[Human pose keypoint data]
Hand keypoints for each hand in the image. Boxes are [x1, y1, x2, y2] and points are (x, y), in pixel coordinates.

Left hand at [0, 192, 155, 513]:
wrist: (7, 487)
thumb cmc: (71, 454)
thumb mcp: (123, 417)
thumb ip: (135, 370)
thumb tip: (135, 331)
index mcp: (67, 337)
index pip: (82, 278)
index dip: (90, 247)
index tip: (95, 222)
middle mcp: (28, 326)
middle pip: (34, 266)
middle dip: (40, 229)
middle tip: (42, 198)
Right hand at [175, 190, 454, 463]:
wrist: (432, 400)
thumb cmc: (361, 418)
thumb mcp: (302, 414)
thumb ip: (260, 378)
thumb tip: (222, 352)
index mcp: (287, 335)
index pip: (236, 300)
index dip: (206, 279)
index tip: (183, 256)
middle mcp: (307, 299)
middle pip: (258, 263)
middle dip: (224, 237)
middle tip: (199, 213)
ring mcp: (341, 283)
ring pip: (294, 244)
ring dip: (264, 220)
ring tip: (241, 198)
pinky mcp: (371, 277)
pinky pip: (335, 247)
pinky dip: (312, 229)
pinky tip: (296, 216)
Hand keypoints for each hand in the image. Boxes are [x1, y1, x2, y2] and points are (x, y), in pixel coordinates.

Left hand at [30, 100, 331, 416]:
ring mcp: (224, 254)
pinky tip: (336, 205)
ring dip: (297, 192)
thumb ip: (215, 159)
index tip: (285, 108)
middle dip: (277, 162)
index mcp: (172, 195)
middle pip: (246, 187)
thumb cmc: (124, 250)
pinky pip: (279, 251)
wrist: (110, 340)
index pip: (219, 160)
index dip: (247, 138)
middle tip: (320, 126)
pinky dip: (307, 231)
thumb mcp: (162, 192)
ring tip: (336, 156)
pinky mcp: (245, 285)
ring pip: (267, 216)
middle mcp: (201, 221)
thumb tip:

▶ WORK INSTRUCTION: The lines to reproduce run from the one that contains "index tip: (285, 108)" through the last line above; copy them exactly.

▶ EXERCISE ANSWER:
index tip: (285, 108)
middle dip: (277, 162)
index mcp: (172, 195)
middle pip: (246, 187)
thumb cmc: (124, 250)
pinky pip: (279, 251)
wrist: (110, 340)
index pip: (219, 160)
index dip: (247, 138)
middle tip: (320, 126)
pinky dip: (307, 231)
thumb mcp: (162, 192)
ring tip: (336, 156)
pinky mcp: (245, 285)
ring pip: (267, 216)
middle mcp: (201, 221)
thumb tip:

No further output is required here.